The Arts Council has been saying to lots of organisations: it is a requirement that you have a comprehensive digital strategy. We had made some lurches in that direction – we did some crazy experiments with The Grinning Man in terms of 3D capture – but we can’t really say we’ve reflected on that sufficiently to call it a strategy – and the reason for that is that – as every regional producing theatre has been – we were dealing with the existential crisis we were in before this happened: how the hell do we afford to make any work? There is an element of saying this is an opportunity for us but we’re working on an absolute shoestring.
Family Arts Hub
If you look at the Family Arts hub bit of the online offer, that is building on the networks that our outreach and engagement departments have set up, bringing creative opportunities to lots of schools where a high number are on free school meals and from deprived backgrounds. A lot of work that our engagement department does is with kids who are vulnerable and in danger of exclusion from education. Some of what is there on the hub is a sort of online equivalent of the shows we might be putting on in our theatre, there are some other bits which are to do with the theatre’s history – online versions of the thing you’d get if you were a school doing a guided tour of the theatre – and some of that stuff looks really at home on a laptop.
Open Stage Online
I am very aware myself of the psychological stress of not being able to do my job properly, not being able to go out, not being able to interact – all the things I rely on for my sense of well-being. It really makes me concerned for those people who are already in a vulnerable state. I think there are going to be some very frightening phenomena which we discover as a result of lockdown which derive from loneliness and isolation and the breaks in habit.

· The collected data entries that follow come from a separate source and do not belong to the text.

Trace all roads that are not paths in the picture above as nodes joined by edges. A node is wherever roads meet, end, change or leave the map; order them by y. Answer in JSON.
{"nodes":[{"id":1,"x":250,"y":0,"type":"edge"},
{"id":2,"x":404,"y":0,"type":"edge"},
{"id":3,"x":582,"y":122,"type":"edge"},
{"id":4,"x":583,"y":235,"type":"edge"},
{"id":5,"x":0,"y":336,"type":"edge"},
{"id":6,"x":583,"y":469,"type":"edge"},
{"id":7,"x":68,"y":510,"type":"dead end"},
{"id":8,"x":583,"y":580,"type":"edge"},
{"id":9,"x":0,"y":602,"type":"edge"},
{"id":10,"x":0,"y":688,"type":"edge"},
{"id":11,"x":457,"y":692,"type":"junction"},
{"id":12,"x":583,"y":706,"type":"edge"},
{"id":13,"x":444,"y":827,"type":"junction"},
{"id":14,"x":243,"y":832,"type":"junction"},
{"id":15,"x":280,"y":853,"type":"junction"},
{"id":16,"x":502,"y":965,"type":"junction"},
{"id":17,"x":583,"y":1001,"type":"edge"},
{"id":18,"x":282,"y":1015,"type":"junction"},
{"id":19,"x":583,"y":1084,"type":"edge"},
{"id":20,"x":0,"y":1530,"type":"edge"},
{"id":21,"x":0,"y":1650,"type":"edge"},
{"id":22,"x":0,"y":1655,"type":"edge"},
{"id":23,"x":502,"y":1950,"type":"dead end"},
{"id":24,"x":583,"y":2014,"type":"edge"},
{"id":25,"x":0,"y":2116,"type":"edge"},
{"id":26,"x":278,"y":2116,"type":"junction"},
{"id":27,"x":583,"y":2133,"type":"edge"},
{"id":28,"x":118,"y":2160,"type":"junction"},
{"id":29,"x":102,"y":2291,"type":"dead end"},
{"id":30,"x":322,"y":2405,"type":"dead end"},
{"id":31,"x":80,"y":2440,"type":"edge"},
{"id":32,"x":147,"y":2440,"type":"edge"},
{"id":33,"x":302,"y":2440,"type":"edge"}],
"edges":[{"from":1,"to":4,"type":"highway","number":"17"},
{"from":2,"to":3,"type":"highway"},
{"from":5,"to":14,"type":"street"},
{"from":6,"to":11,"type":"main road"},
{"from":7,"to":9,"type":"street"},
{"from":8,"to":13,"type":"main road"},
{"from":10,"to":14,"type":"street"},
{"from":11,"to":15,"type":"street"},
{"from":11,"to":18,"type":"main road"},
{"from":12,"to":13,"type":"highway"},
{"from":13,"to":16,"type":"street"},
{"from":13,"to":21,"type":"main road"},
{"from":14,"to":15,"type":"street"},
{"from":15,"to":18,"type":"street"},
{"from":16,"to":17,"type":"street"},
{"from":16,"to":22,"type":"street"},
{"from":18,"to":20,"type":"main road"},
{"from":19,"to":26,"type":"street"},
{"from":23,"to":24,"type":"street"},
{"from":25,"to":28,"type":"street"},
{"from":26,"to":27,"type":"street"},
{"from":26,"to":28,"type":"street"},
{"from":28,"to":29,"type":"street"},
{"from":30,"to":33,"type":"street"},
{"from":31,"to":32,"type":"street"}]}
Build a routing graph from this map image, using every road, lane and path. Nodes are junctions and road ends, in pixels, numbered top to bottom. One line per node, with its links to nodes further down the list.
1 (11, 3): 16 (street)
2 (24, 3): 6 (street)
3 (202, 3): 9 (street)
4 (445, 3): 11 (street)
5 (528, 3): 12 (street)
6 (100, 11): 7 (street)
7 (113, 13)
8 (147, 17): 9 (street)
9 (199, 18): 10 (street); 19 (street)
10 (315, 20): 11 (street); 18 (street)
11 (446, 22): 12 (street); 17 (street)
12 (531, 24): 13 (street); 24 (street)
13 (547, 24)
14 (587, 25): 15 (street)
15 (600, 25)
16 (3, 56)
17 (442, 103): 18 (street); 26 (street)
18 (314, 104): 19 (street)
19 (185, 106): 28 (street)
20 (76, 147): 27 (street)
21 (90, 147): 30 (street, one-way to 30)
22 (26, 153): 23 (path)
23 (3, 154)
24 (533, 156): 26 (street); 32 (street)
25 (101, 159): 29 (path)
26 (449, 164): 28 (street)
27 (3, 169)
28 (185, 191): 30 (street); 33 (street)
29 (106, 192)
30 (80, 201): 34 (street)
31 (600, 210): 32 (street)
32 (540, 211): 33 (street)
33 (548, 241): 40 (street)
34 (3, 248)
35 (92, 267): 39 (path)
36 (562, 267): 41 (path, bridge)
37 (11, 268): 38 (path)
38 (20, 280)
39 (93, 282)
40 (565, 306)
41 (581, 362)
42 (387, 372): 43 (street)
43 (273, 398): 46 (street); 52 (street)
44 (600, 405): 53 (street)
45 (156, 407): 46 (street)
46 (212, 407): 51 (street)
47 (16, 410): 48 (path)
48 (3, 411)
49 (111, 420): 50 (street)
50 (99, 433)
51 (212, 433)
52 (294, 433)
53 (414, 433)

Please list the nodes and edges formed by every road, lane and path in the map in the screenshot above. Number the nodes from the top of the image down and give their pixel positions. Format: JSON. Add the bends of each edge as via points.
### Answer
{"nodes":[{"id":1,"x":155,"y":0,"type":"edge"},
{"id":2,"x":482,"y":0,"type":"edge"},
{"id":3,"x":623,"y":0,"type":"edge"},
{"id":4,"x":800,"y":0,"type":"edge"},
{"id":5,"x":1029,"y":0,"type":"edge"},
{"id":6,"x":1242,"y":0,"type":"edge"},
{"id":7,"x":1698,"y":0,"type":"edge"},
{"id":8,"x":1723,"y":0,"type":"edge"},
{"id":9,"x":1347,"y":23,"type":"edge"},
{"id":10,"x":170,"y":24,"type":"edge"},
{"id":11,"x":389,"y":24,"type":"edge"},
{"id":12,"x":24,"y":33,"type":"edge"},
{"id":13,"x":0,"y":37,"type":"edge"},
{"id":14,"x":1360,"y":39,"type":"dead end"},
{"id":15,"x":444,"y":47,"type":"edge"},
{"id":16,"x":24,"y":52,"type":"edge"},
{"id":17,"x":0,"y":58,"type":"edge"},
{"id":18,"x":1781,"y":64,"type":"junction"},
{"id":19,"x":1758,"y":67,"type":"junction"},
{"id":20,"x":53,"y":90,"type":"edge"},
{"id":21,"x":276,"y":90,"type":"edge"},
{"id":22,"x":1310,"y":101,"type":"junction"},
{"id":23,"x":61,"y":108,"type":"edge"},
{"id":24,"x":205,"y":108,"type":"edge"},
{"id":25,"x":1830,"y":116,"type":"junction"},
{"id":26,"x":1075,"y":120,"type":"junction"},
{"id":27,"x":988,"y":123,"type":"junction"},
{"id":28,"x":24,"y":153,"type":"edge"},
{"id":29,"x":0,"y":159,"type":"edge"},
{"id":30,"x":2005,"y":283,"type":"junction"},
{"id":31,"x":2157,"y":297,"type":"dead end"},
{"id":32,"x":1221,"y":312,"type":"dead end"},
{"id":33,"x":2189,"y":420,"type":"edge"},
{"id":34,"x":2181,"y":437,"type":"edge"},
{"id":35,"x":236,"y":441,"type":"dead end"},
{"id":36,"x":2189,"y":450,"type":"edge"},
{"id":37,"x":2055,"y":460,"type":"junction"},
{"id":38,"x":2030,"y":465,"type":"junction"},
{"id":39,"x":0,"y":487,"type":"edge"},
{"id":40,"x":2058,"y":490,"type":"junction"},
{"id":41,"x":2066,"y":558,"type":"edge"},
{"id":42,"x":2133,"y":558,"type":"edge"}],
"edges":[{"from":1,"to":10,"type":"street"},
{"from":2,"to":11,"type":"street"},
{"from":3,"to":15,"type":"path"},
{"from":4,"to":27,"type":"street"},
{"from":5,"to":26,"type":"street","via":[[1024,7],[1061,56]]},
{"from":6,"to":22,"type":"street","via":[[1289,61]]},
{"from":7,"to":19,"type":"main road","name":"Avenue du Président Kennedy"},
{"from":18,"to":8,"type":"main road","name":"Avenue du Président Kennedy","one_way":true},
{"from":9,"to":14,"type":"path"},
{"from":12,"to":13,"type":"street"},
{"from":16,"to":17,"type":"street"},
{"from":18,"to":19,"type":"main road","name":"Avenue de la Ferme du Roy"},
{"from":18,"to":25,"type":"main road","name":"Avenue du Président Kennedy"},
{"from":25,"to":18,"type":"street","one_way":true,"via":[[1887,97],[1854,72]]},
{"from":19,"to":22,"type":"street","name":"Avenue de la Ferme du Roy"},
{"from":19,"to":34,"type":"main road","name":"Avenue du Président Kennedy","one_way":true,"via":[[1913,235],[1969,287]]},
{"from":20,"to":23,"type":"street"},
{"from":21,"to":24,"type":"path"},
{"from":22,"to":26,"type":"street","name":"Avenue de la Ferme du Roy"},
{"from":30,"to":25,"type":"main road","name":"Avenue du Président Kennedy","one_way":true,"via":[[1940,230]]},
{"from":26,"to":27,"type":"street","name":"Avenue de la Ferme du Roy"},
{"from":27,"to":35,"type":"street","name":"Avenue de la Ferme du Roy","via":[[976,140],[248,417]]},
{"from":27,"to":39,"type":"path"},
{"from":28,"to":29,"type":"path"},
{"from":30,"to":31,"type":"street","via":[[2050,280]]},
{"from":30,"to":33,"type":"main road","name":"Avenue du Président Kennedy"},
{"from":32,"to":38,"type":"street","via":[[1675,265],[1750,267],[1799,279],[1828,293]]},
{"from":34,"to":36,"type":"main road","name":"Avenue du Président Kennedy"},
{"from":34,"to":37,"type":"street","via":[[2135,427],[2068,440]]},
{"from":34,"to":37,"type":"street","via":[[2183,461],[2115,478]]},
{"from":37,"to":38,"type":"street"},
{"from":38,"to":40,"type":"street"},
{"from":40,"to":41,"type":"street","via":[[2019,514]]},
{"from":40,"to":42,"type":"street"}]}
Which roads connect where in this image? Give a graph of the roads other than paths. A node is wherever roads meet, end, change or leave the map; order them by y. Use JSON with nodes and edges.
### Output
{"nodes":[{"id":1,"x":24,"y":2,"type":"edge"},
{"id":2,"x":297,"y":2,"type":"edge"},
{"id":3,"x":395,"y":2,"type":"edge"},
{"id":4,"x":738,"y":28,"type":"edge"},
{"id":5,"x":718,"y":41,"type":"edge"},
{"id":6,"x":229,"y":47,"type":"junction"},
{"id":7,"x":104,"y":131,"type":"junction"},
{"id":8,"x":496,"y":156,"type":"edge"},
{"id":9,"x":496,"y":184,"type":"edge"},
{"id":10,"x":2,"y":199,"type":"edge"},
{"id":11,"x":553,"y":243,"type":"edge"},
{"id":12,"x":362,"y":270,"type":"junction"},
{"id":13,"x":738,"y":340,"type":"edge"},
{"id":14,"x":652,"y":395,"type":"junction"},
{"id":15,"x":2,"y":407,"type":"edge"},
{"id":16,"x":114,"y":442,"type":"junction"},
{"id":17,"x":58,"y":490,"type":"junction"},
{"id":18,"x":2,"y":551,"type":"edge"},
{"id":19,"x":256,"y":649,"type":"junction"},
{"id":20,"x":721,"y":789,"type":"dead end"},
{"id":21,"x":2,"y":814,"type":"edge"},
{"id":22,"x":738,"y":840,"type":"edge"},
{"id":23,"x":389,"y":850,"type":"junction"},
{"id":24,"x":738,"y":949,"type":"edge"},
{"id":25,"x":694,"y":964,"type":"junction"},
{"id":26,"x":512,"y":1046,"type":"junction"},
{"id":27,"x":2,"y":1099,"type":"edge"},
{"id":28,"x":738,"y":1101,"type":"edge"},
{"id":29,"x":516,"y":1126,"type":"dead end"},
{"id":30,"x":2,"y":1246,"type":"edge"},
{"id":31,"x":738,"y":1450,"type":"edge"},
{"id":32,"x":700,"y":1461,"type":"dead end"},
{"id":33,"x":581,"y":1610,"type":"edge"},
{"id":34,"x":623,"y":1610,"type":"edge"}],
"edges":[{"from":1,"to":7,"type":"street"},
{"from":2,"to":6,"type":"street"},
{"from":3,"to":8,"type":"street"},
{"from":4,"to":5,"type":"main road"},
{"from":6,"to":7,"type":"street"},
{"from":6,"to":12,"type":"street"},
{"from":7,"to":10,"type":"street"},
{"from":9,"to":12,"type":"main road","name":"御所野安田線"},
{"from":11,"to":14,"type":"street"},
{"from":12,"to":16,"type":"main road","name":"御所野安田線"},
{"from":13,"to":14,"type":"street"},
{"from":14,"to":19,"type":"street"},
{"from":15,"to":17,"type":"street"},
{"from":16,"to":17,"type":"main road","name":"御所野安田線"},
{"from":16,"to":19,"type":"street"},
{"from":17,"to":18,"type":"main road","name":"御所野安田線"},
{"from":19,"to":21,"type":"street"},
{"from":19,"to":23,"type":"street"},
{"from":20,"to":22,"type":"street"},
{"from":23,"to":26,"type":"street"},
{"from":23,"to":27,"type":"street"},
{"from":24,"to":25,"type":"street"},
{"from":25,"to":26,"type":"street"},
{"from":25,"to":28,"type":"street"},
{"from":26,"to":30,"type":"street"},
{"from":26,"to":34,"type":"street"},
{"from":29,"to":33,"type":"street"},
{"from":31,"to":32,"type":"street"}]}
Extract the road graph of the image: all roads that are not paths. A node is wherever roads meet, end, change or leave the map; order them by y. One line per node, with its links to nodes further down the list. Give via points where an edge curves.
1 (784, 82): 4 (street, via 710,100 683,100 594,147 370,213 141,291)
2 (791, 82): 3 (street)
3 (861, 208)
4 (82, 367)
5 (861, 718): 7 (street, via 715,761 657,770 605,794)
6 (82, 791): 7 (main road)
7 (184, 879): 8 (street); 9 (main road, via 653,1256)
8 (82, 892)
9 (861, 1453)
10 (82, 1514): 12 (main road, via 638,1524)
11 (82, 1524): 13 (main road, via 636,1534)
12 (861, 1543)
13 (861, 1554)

We’ve tried to frame Open Stage Online in a way that allows creative opportunity but doesn’t have creative pressure. It’s an opportunity to upload something – it might be a painting or a poster you have on your wall, or a song you’ve written, a favourite poem or record, or a song your grandmother sang to you when you were a child. It’s important to ask what creativity is for everyone – to understand the multifarious ecology of creativity, within which discovering and valuing something can sit alongside creating something.
We are – I’m sure every theatre is – dedicating a certain amount of time looking at different models for reopening, but there comes a point at which if you’ve got to be two metres from everyone else, you don’t want to be in a theatre. There is a possibility that we’re going into be in a cycle of semi-lockdown for the next two years and it’s hard to see how a conventional theatre can function in any kind of conventional way. Certain transformative things may happen to prevent that, but with theatre a half-way house is hard to imagine.
In theatre we’re used to having a slight paranoia about whether our artform is durable – when things are changing so quickly. My instinct is that the fundamentals of live imaginative collaboration in real time and space will remain valuable even if we have to express them in ways we don’t quite recognise. The theatre in Bristol is a piece of technology that’s the equivalent of a Stradivarius violin. It might take us time for it to be safe to explore that with anything like the frequency we did before the 16th March.
The humbling thing is that the choice will finally not be made by us but the public. They will be taking the risk, we will be gambling against their risk. If we open our theatres and no one wants to go out, we’ll be in trouble. If the need is real, if the appetite is there, we’ll be able to open our theatres again.